Denny185 · 08/11/2007 21:15

Hats off to you much as i love my DC i couldnt stay at home every day, I work 2 1/2 days which i think is good compromise to keep my sanity.

Think if home all time Id be at all the M+T groups to get out and try and stop the cabin fever.

Do you have any leisure centres by you with creche facilities, I go to aqua and put DS in creche for 2 hours its fun way to meet other people. Or maybe DH could help in the evening while you find something to do thats just for you to escape, lots of schools/colleges do evening classes that might take your fancy

Judy1234 · 08/11/2007 21:34

Doesn't sound much choice on this thread though.. people working because they have to and people staying home because they can only earn small amounts. We can give our children choices some of us don't have now by making sure they are well educated and pick careers and husbands which give them the choices some working and stay at home mothers do not have.

handlemecarefully · 08/11/2007 21:47

"people working because they have to and people staying home because they can only earn small amounts."

Excuse me mate, I could earn a considerable amount in the workplace (and was prior to children). Don't make erroneous assumptions.

(huffs and puffs away in righteous indignation)

handlemecarefully · 08/11/2007 21:48

I also think it is really sad and unimaginative that people need paid work to "keep their sanity"

Have no problem with people working because they need to or enjoy it, but if they truly think they would loose their marbles if they didn't? Odder than odd

MarshaBrady · 08/11/2007 21:52

Well I do agree choice is a good thing.
To be at home if you enjoy it, or at work of you would rather do that.

handlemecarefully · 08/11/2007 21:55

Yes I agree, but can't help bristling when people write that they would loose their sanity if they were a SAHM (as if you need to be a brain dead stepford wife to cope with this situation)

I admit, could be reading too much into this and could just be an innocuous statement..

MarshaBrady · 08/11/2007 22:02

HMC I think you fall into the category of being at home because you enjoy it. (given, if I'm reading correctly, that you could be at work with a high salary, given your experience, skills). And that is a good thing.

It can be tough for anyone who is trapped into being at home (when they don't wish to) or being at work because they have to.

And I'm not even saying there is anything wrong with that, but it can be hard.

Wheelybug · 08/11/2007 22:03

Haven't read whole thread but I agree with HMC - I 'gave up' a good career to be a SAHM and can't understand why people feel they need to work for their sanity or because it helps them keep their identity.

I felt less like I had my own identity when working than I do now - I can pretty much do my own thing when I want to and now be my own person rather than when tied to working for a large multinational. I can't imagine going back to work for someone.

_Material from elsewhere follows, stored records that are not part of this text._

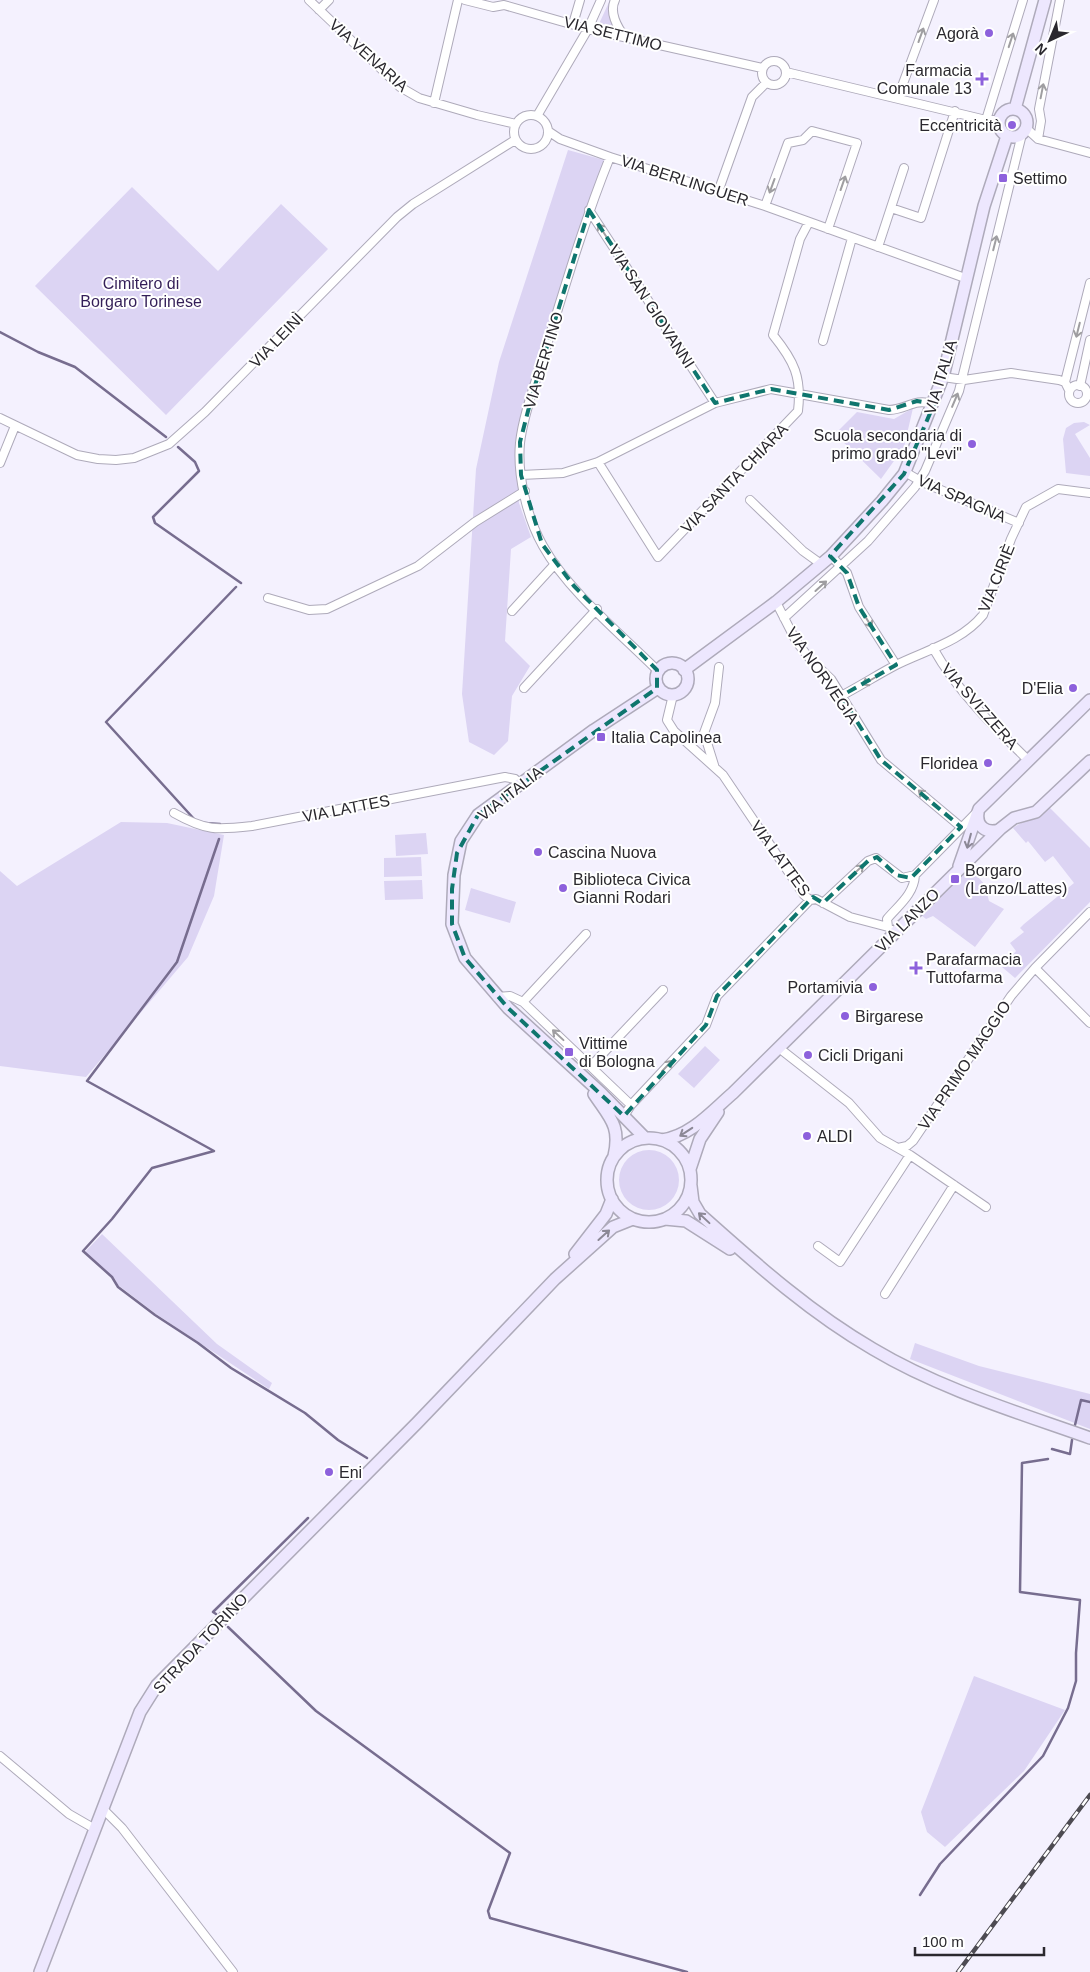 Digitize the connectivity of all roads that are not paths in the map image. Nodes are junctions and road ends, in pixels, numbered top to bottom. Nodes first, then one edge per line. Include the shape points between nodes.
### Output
1 (309, 0) edge
2 (329, 0) edge
3 (458, 0) edge
4 (464, 0) edge
5 (580, 0) edge
6 (600, 0) edge
7 (615, 0) edge
8 (934, 0) edge
9 (1023, 0) edge
10 (1046, 0) edge
11 (1060, 0) edge
12 (505, 3) edge
13 (320, 10) junction
14 (573, 24) junction
15 (588, 29) junction
16 (625, 37) junction
17 (762, 68) junction
18 (786, 72) junction
19 (766, 83) junction
20 (898, 97) junction
21 (434, 103) junction
22 (1015, 109) junction
23 (955, 111) junction
24 (537, 116) junction
25 (986, 120) junction
26 (999, 120) junction
27 (516, 124) junction
28 (548, 131) junction
29 (1024, 131) junction
30 (1008, 136) junction
31 (560, 139) junction
32 (1038, 139) junction
33 (515, 140) junction
34 (546, 140) junction
35 (1090, 153) edge
36 (610, 157) junction
37 (904, 168) dead end
38 (718, 192) junction
39 (765, 206) junction
40 (891, 208) junction
41 (589, 210) junction
42 (809, 222) junction
43 (828, 229) junction
44 (852, 238) junction
45 (878, 246) junction
46 (965, 278) junction
47 (1090, 283) edge
48 (1090, 340) edge
49 (823, 341) dead end
50 (943, 377) junction
51 (961, 380) junction
52 (1067, 386) junction
53 (1080, 386) junction
54 (800, 394) junction
55 (1088, 398) edge
56 (715, 403) junction
57 (934, 404) junction
58 (0, 418) edge
59 (15, 426) junction
60 (598, 462) junction
61 (0, 463) edge
62 (905, 472) junction
63 (521, 475) junction
64 (919, 480) junction
65 (525, 491) junction
66 (1090, 493) edge
67 (750, 500) dead end
68 (1018, 523) junction
69 (831, 556) junction
70 (555, 564) junction
71 (821, 564) junction
72 (841, 567) junction
73 (268, 598) dead end
74 (776, 602) junction
75 (597, 609) junction
76 (512, 611) dead end
77 (784, 618) junction
78 (933, 648) junction
79 (896, 665) junction
80 (719, 667) dead end
81 (684, 670) junction
82 (658, 671) junction
83 (524, 688) dead end
84 (658, 688) junction
85 (672, 695) junction
86 (842, 696) junction
87 (1090, 701) edge
88 (1090, 757) edge
89 (1029, 761) junction
90 (1090, 761) edge
91 (715, 767) junction
92 (520, 783) junction
93 (979, 809) junction
94 (174, 813) dead end
95 (961, 827) junction
96 (1000, 830) junction
97 (956, 872) junction
98 (915, 875) junction
99 (810, 900) junction
100 (822, 903) junction
101 (1090, 912) edge
102 (891, 930) junction
103 (586, 934) dead end
104 (1035, 968) junction
105 (663, 990) dead end
106 (498, 997) junction
107 (523, 1002) junction
108 (1090, 1023) edge
109 (779, 1048) junction
110 (591, 1066) junction
111 (585, 1080) junction
112 (733, 1093) junction
113 (631, 1105) junction
114 (624, 1116) junction
115 (645, 1138) junction
116 (662, 1140) junction
117 (898, 1148) junction
118 (910, 1155) junction
119 (614, 1157) junction
120 (690, 1169) junction
121 (954, 1185) junction
122 (691, 1186) junction
123 (612, 1199) junction
124 (986, 1207) dead end
125 (632, 1218) junction
126 (665, 1219) junction
127 (818, 1246) dead end
128 (767, 1273) junction
129 (555, 1279) junction
130 (885, 1294) dead end
131 (1090, 1438) edge
132 (0, 1756) edge
133 (103, 1809) junction
134 (95, 1829) junction
135 (40, 1972) edge
136 (233, 1972) edge

1 - 13 street, VIA VENARIA
2 - 13 street
3 - 21 street
4 - 12 street, VIA SETTIMO via 493,7
5 - 14 street
6 - 15 street
7 - 16 street via 617,27
20 -> 8 street
25 -> 9 street
10 - 22 street
32 -> 11 street via 1039,109
12 - 14 street, VIA SETTIMO
13 - 21 street, VIA VENARIA via 400,87
14 - 15 street, VIA SETTIMO
15 - 16 street, VIA SETTIMO
15 - 24 street
16 - 17 street, VIA SETTIMO
17 - 18 street via 768,62 776,61 783,64
17 - 19 street via 761,76
18 - 19 street via 778,85
18 - 20 street
19 - 38 street via 752,97
20 - 23 street
21 - 27 street, VIA VENARIA
22 - 26 street via 1007,110
22 - 29 street via 1023,114
23 - 25 street
23 - 40 street via 922,218
24 - 27 street via 523,117
24 - 28 street
25 - 26 street
26 - 30 street via 1001,132
27 - 33 street
28 - 31 street
28 - 34 street
29 - 30 street via 1014,137
29 - 32 street
51 -> 29 street, VIA ITALIA
30 - 46 street, VIA ITALIA via 984,206
31 - 34 street
31 - 36 street, VIA BERLINGUER
32 - 35 street
33 - 34 street via 523,147 533,149
33 - 59 street, VIA LEINÌ via 397,217 205,412 169,444 134,458 98,459 78,455
36 - 38 street, VIA BERLINGUER
36 - 41 street, VIA BERTINO
37 - 40 street
38 - 39 street, VIA BERLINGUER
39 - 42 street, VIA BERLINGUER
43 -> 39 street via 857,143 812,131 803,140 788,143
40 - 45 street
56 -> 41 street, VIA SAN GIOVANNI
41 - 63 street, VIA BERTINO via 520,442
42 - 43 street, VIA BERLINGUER
42 - 54 street via 800,239 773,335 796,367
43 - 44 street, VIA BERLINGUER
44 - 45 street, VIA BERLINGUER
44 - 49 street
45 - 46 street, VIA BERLINGUER
46 - 50 street, VIA ITALIA
47 -> 52 street
48 - 53 street
50 - 51 street
50 - 57 street, VIA ITALIA
51 - 52 street via 1010,373
64 -> 51 street, VIA ITALIA
52 - 53 street
52 - 55 street via 1074,402 1080,403
53 - 55 street
54 - 56 street via 771,389
54 - 57 street via 889,410 917,401
54 - 60 street, VIA SANTA CHIARA via 798,411 658,557
56 - 60 street
57 - 62 street, VIA ITALIA
58 - 59 street, VIA LEINÌ
59 - 61 street
60 - 63 street via 563,473
62 - 64 street, VIA SPAGNA
62 - 69 street, VIA ITALIA
63 - 65 street, VIA BERTINO
64 - 68 street, VIA SPAGNA
64 - 72 street, VIA ITALIA via 868,542
65 - 70 street, VIA BERTINO via 542,544
65 - 73 street via 475,522 418,566 327,609 309,610
66 - 68 street, VIA CIRIÈ via 1058,489 1026,508
67 - 71 street
68 - 78 street, VIA CIRIÈ via 983,615 966,633
69 - 71 street, VIA ITALIA
69 - 72 street
70 - 75 street, VIA BERTINO
70 - 76 street
71 - 74 street, VIA ITALIA
77 -> 72 street, VIA ITALIA
72 -> 79 street via 847,573 859,607
74 - 77 street, VIA NORVEGIA
74 - 81 street, VIA ITALIA
75 - 82 street, VIA BERTINO
75 - 83 street
77 - 86 street, VIA NORVEGIA via 801,647
78 - 79 street, VIA CIRIÈ
78 - 89 street, VIA SVIZZERA via 945,670
79 -> 86 street, VIA CIRIÈ
80 - 91 street, VIA LATTES via 715,703 704,732
81 - 82 street via 671,664
81 - 85 street via 687,678 685,687
82 - 84 street
84 - 85 street
84 - 92 street, VIA ITALIA
85 - 91 street, VIA LATTES via 667,720 674,731
95 -> 86 street, VIA NORVEGIA via 881,760
87 - 88 street via 981,810 979,818 982,825 995,828 1015,815 1037,807
87 - 89 street
89 - 93 street
90 - 96 street, VIA LANZO via 1036,812 1014,818
91 - 99 street, VIA LATTES
92 - 94 street, VIA LATTES via 505,777 223,830 196,826
92 - 106 street, VIA ITALIA via 475,819 461,841 455,864 451,908 457,941 465,958
93 - 95 street
93 - 96 street via 981,828 993,832
93 -> 97 street
95 - 98 street
96 - 97 street, VIA LANZO
97 - 102 street, VIA LANZO
100 -> 98 street via 868,860 876,858 902,878
98 - 102 street via 911,893 887,919
99 - 100 street, VIA LATTES
113 -> 99 street via 706,1025 717,996
100 - 102 street, VIA LATTES via 850,917
101 - 104 street, VIA PRIMO MAGGIO
102 - 109 street, VIA LANZO
103 - 107 street
104 - 108 street
104 - 117 street, VIA PRIMO MAGGIO via 1011,996 913,1141
105 - 110 street
106 - 107 street via 510,996
106 - 111 street, VIA ITALIA
110 -> 107 street
109 - 112 street, VIA LANZO
109 - 117 street via 849,1103 874,1133
110 - 113 street
111 - 114 street, VIA ITALIA
111 - 119 street, VIA ITALIA via 614,1122 617,1138
112 -> 116 street, VIA LANZO via 685,1133
112 - 120 street, VIA LANZO via 700,1139
113 - 114 street
114 - 115 street, VIA ITALIA
115 - 116 street
115 - 119 street via 627,1144
116 - 120 street via 682,1154
117 - 118 street
118 - 121 street
118 - 127 street via 840,1262
119 - 123 street via 608,1174
120 - 122 street
121 - 124 street
121 - 130 street
122 - 126 street via 682,1206
128 -> 122 street via 700,1214 693,1202
123 - 125 street via 624,1214
123 - 129 street via 606,1214
125 - 126 street via 654,1222
129 -> 125 street via 613,1227
126 - 128 street via 693,1224
128 - 131 street via 845,1333 898,1363 980,1399
129 - 133 street, STRADA TORINO via 157,1685 140,1712
132 - 134 street via 69,1814
133 - 134 street, STRADA TORINO
133 - 136 street via 122,1828
134 - 135 street, STRADA TORINO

To the OP, if you're generally happy with your choice of being a SAHM, then try and get out as much as you can. I didn't really know anyone when I started being a SAHM in my local area because I worked long hours in the city. By the time dd was 18 months I had a strong network of similarly minded friends in the local area, it took hard work getting out and about and meeting people but it was worth it.

Niecie · 08/11/2007 23:37

I agree with handlemecarefully and wheelbug - I was much less of an individual when I had to tow the corporate line than I am now. I am in charge of my own time now in a way I never was when at work. I can't imagine going back to a 9-5 job, day in day out, I would feel much to restricted. I suppose some people like that rigid structure in their lives but I don't. The trick will be finding something flexible, interesting and useful when I do go back to work.

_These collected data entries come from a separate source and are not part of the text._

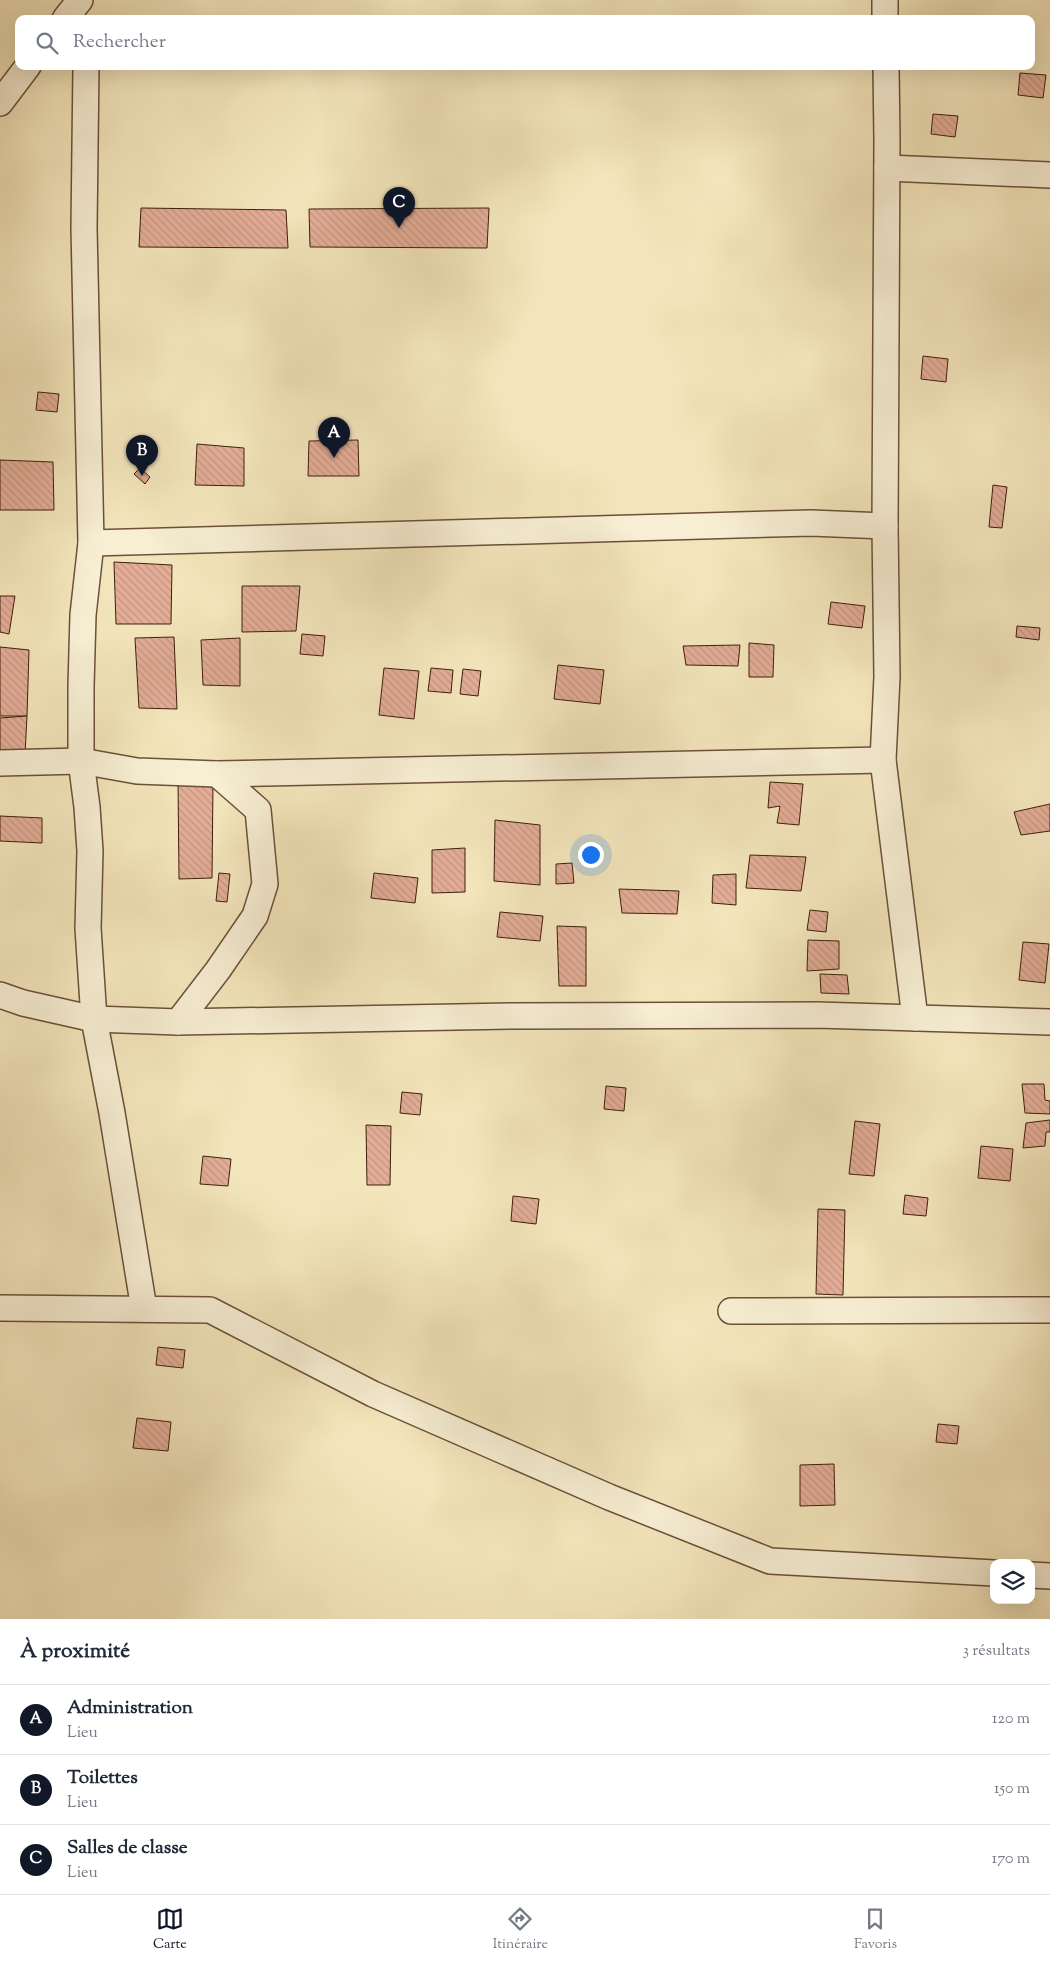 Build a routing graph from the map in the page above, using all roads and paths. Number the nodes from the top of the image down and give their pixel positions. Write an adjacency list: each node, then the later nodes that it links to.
1 (80, 0): 4 (street)
2 (88, 0): 5 (street)
3 (885, 0): 6 (street)
4 (68, 15)
5 (87, 15)
6 (885, 15)
7 (25, 70): 10 (street)
8 (86, 70): 14 (street)
9 (886, 70): 11 (street)
10 (0, 103)
11 (887, 168): 12 (street); 13 (street)
12 (1050, 175)
13 (885, 526): 14 (street); 15 (street)
14 (91, 543): 16 (street)
15 (884, 760): 18 (street); 20 (street)
16 (81, 762): 17 (street); 18 (street); 21 (street)
17 (0, 763)
18 (217, 774): 22 (street)
19 (0, 995): 21 (street)
20 (915, 1018): 22 (street); 23 (street)
21 (94, 1019): 22 (street); 25 (street)
22 (178, 1022)
23 (1050, 1022)
24 (0, 1308): 25 (street)
25 (144, 1310): 28 (street)
26 (1050, 1310): 27 (street)
27 (731, 1311)
28 (990, 1573)
29 (1035, 1575): 30 (street)
30 (1050, 1576)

Yes it can be boring looking after children 24/7 but most jobs are at some point. That is not a good excuse, by itself, for going back to work as far as I am concerned.

Having said all this, it is just my feeling on the matter. Everybody needs to do what is right for them. I am not convinced by some of the arguments but that doesn't mean that others can't disagree. I just wish we could all live and let live and support one other with our choices rather than attacking one another if we don't all follow the same path.